# Assigned task
Where a line contains the word "roads", copy that line from the records below.

# Available data

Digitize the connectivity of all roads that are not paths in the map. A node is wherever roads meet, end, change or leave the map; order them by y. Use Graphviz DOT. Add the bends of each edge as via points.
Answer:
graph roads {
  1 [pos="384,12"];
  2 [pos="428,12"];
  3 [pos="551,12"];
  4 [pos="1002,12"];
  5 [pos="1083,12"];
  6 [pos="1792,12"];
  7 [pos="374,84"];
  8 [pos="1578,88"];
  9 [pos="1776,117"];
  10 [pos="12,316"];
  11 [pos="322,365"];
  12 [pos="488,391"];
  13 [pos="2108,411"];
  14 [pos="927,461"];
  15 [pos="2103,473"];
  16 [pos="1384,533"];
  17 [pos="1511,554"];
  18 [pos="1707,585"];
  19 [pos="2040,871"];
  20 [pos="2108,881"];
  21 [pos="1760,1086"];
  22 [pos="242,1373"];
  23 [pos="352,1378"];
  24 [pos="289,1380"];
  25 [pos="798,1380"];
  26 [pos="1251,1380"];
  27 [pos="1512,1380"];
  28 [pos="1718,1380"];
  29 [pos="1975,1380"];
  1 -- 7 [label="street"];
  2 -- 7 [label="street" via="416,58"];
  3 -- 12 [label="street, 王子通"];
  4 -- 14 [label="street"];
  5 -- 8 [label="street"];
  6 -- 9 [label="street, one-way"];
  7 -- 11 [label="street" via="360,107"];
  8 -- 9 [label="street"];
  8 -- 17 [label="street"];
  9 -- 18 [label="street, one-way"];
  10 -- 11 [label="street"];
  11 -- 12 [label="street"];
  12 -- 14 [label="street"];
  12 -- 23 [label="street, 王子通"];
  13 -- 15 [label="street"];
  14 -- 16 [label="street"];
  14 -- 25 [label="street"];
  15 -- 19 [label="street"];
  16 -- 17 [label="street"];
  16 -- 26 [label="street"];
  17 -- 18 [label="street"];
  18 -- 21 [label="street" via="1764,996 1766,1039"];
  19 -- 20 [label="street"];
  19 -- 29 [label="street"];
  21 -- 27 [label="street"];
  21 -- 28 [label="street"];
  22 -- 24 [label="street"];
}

# Exercise result
Digitize the connectivity of all roads that are not paths in the map. A node is wherever roads meet, end, change or leave the map; order them by y. Use Graphviz DOT. Add the bends of each edge as via points.
graph roads {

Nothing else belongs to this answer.